Exercise requirements: Lines from the records below that contain the word "with" are to be copied out.

Data to process:
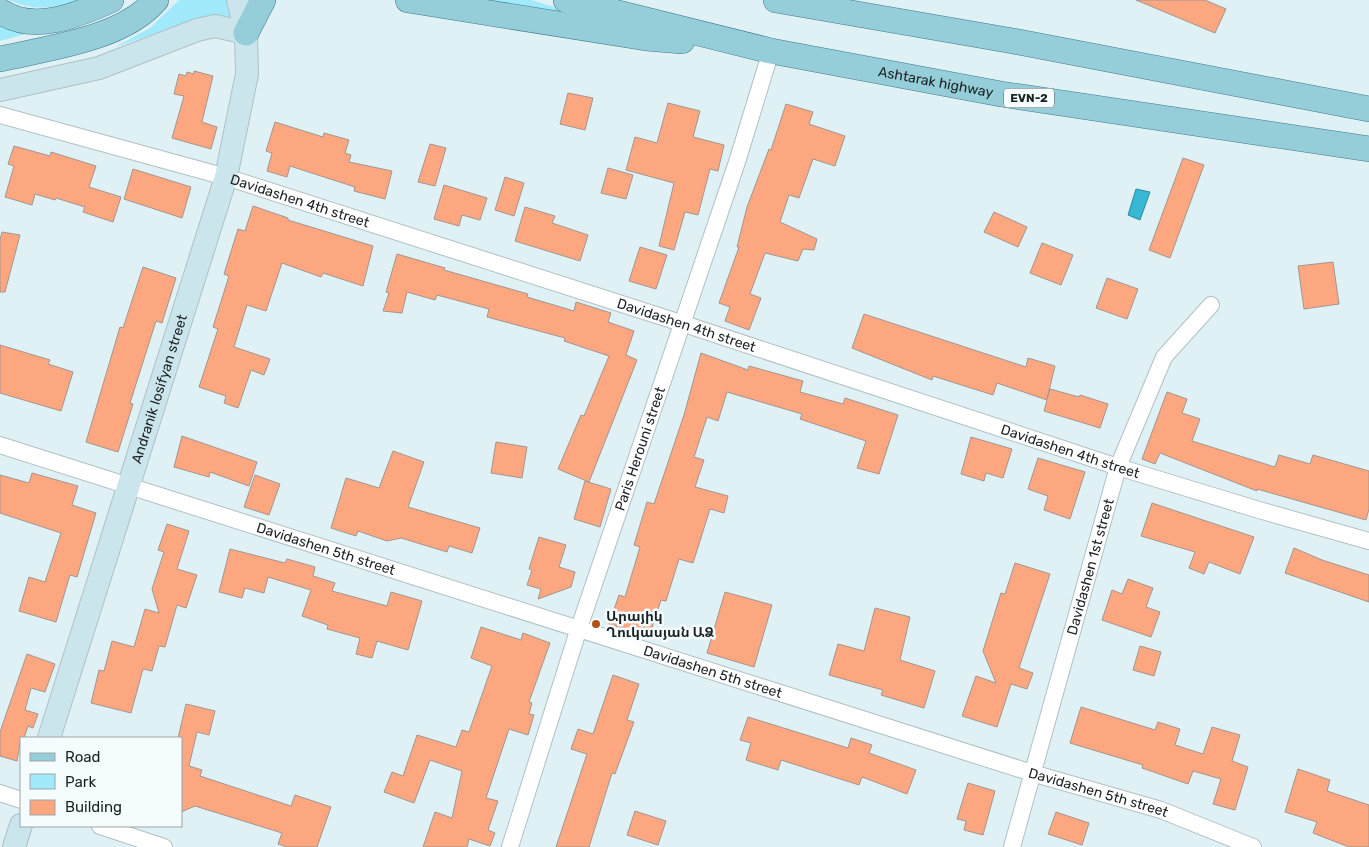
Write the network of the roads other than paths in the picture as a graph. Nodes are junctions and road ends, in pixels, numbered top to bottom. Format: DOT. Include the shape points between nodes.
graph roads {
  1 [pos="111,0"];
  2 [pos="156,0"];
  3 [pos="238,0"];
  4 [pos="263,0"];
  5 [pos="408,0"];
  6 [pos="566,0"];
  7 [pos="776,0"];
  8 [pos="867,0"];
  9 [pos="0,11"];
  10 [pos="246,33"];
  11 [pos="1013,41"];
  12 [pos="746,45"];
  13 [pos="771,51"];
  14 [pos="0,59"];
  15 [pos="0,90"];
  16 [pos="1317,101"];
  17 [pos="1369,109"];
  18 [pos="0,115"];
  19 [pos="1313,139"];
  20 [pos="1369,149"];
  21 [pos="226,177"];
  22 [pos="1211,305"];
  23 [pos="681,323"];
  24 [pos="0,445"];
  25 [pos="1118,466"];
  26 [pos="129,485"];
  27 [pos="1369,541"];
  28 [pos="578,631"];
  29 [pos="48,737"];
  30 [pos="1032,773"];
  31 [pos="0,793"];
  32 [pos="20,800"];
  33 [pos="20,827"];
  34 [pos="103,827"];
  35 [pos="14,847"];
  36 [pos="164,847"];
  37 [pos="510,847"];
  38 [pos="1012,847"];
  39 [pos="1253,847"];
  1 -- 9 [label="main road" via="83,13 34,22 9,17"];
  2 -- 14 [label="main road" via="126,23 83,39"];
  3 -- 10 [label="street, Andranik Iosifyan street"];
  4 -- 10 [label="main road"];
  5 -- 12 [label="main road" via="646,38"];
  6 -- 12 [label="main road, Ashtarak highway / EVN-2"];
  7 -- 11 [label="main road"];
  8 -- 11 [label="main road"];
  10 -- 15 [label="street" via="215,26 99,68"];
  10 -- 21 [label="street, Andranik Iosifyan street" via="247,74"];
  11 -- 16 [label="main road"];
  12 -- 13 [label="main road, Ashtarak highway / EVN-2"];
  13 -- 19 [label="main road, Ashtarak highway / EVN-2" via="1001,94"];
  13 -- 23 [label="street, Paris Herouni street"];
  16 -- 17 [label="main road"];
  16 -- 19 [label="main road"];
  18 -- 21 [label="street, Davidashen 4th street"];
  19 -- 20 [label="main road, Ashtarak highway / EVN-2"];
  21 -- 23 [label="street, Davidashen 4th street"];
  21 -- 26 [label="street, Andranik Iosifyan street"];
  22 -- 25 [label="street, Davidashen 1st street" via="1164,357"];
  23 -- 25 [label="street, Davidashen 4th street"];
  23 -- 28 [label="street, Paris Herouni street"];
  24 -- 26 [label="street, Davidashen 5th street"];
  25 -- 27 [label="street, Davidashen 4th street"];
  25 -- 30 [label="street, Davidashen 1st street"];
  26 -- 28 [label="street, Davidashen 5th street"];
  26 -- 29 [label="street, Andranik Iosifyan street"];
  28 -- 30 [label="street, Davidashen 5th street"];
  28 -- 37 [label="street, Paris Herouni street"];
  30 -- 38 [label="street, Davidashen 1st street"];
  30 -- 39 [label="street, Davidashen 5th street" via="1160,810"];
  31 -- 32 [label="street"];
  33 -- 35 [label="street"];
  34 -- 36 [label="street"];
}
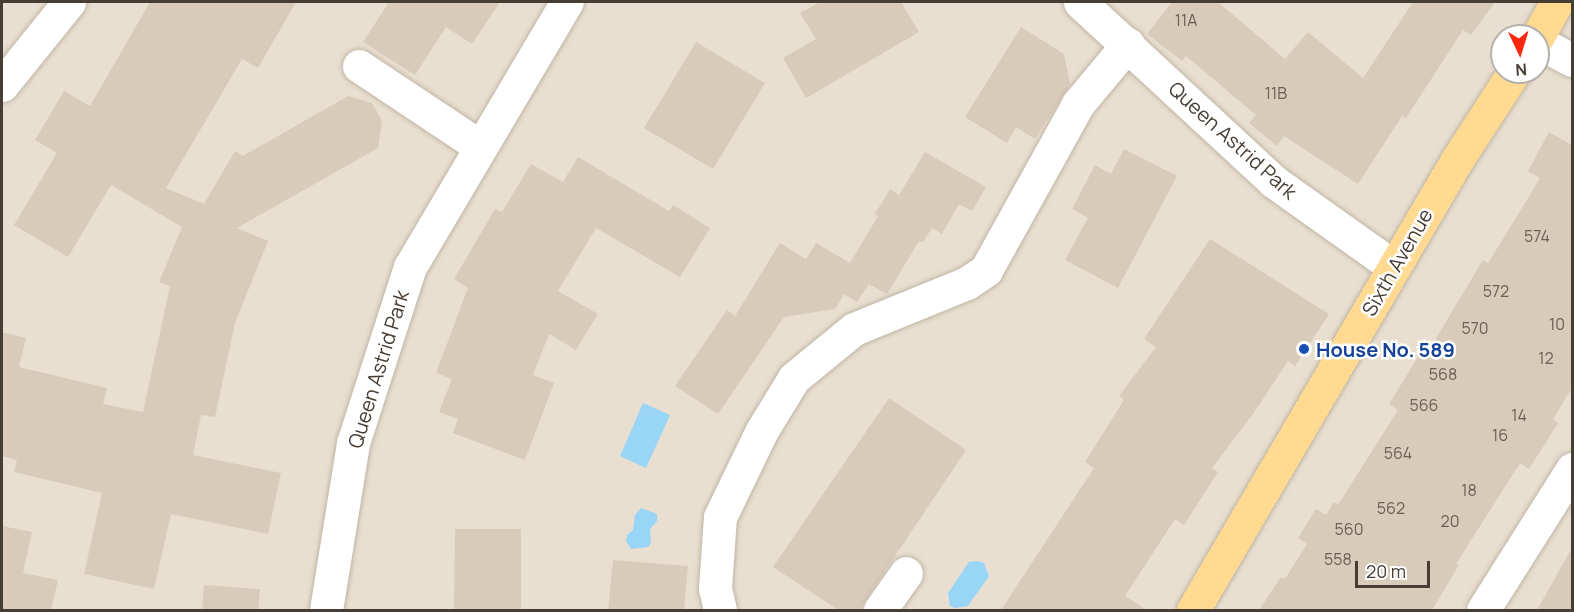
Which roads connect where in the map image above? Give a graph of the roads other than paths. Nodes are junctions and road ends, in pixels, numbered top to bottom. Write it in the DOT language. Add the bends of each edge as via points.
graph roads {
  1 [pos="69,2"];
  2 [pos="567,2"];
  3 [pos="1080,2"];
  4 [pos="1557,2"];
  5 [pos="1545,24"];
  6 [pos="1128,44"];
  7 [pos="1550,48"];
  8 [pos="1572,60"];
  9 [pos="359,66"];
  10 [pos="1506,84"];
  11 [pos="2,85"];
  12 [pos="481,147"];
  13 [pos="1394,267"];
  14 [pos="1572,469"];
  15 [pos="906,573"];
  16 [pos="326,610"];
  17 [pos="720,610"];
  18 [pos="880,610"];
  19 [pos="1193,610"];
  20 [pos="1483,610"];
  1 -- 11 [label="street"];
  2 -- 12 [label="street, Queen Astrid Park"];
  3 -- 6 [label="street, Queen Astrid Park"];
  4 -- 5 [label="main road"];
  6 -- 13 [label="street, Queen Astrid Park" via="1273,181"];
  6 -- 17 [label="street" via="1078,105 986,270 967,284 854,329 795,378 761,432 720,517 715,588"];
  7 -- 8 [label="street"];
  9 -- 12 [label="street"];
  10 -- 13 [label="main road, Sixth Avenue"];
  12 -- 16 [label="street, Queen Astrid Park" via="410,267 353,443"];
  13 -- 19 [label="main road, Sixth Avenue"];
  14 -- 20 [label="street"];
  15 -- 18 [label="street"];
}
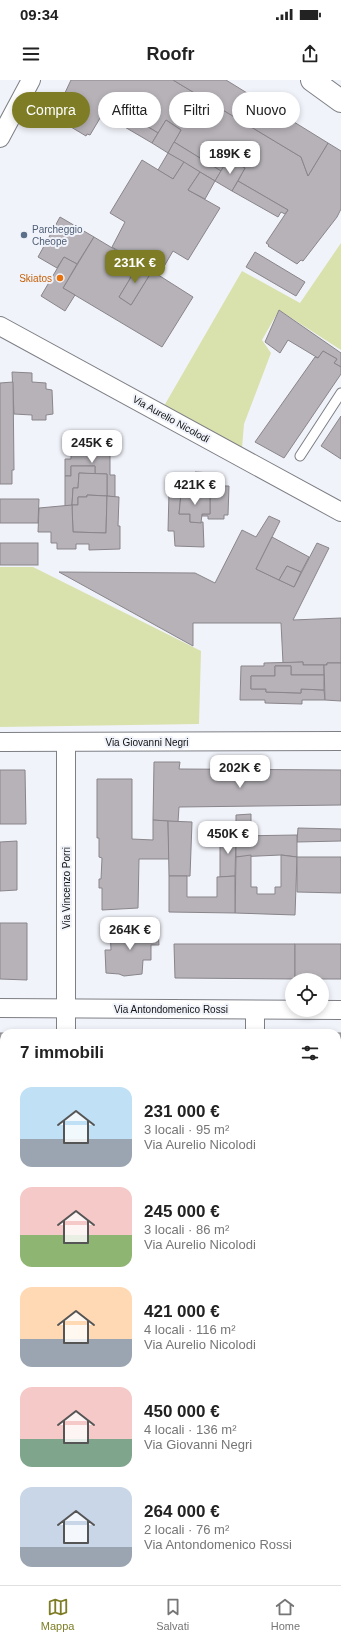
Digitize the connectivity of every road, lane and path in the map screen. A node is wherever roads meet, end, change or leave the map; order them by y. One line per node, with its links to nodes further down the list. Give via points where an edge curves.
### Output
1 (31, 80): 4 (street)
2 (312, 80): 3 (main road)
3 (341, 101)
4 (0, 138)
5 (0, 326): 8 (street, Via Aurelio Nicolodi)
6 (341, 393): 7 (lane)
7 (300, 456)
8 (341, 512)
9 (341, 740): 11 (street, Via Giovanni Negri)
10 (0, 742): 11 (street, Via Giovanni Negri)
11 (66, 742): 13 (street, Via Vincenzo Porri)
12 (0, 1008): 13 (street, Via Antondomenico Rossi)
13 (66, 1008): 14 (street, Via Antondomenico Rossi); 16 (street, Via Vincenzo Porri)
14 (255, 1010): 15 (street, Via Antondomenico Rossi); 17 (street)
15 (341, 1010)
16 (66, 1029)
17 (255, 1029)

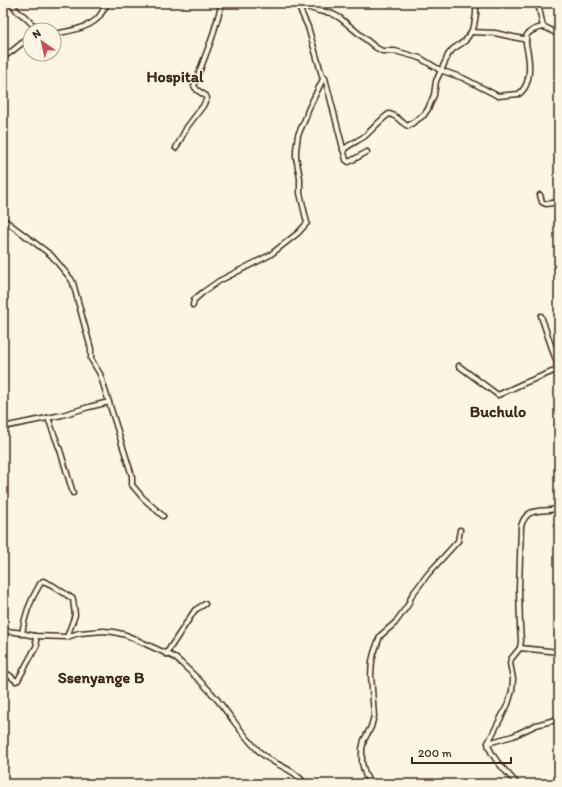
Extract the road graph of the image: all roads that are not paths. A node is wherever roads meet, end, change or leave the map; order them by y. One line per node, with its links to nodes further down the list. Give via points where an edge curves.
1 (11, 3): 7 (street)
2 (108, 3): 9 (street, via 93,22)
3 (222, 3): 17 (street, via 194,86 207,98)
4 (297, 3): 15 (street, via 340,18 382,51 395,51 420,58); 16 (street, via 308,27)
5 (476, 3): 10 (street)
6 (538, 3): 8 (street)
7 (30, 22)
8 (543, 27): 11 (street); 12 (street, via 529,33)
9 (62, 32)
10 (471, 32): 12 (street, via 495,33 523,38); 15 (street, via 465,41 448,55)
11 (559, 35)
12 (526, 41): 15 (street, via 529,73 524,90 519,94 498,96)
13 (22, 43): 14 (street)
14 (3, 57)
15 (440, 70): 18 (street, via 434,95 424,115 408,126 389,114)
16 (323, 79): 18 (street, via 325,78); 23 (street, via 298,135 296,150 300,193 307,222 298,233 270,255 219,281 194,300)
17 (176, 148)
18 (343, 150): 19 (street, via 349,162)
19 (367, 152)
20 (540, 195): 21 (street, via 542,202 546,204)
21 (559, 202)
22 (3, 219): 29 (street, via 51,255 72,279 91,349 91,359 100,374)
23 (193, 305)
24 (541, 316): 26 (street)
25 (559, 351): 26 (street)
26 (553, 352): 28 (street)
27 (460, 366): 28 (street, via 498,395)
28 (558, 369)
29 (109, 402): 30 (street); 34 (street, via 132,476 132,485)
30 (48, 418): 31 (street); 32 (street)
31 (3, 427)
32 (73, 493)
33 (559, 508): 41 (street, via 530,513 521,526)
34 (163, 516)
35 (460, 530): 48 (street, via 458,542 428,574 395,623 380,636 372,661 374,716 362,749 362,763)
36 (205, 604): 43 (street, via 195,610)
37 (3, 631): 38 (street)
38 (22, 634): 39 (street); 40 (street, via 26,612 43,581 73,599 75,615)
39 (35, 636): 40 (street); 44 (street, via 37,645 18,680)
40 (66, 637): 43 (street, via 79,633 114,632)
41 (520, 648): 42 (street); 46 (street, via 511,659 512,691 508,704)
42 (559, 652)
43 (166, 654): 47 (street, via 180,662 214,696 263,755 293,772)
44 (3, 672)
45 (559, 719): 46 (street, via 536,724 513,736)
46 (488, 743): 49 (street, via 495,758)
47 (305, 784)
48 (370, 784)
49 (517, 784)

Task response:
Digitize the connectivity of every road, lane and path in the map screen. A node is wherever roads meet, end, change or leave the map; order them by y. One line per node, with its links to nodes further down the list. Give via points where an edge curves.
Extract the road graph of the image: all roads that are not paths. A node is wherever roads meet, end, change or leave the map; order them by y. One line per node, with its links to nodes further down the list. Give via points where an edge curves.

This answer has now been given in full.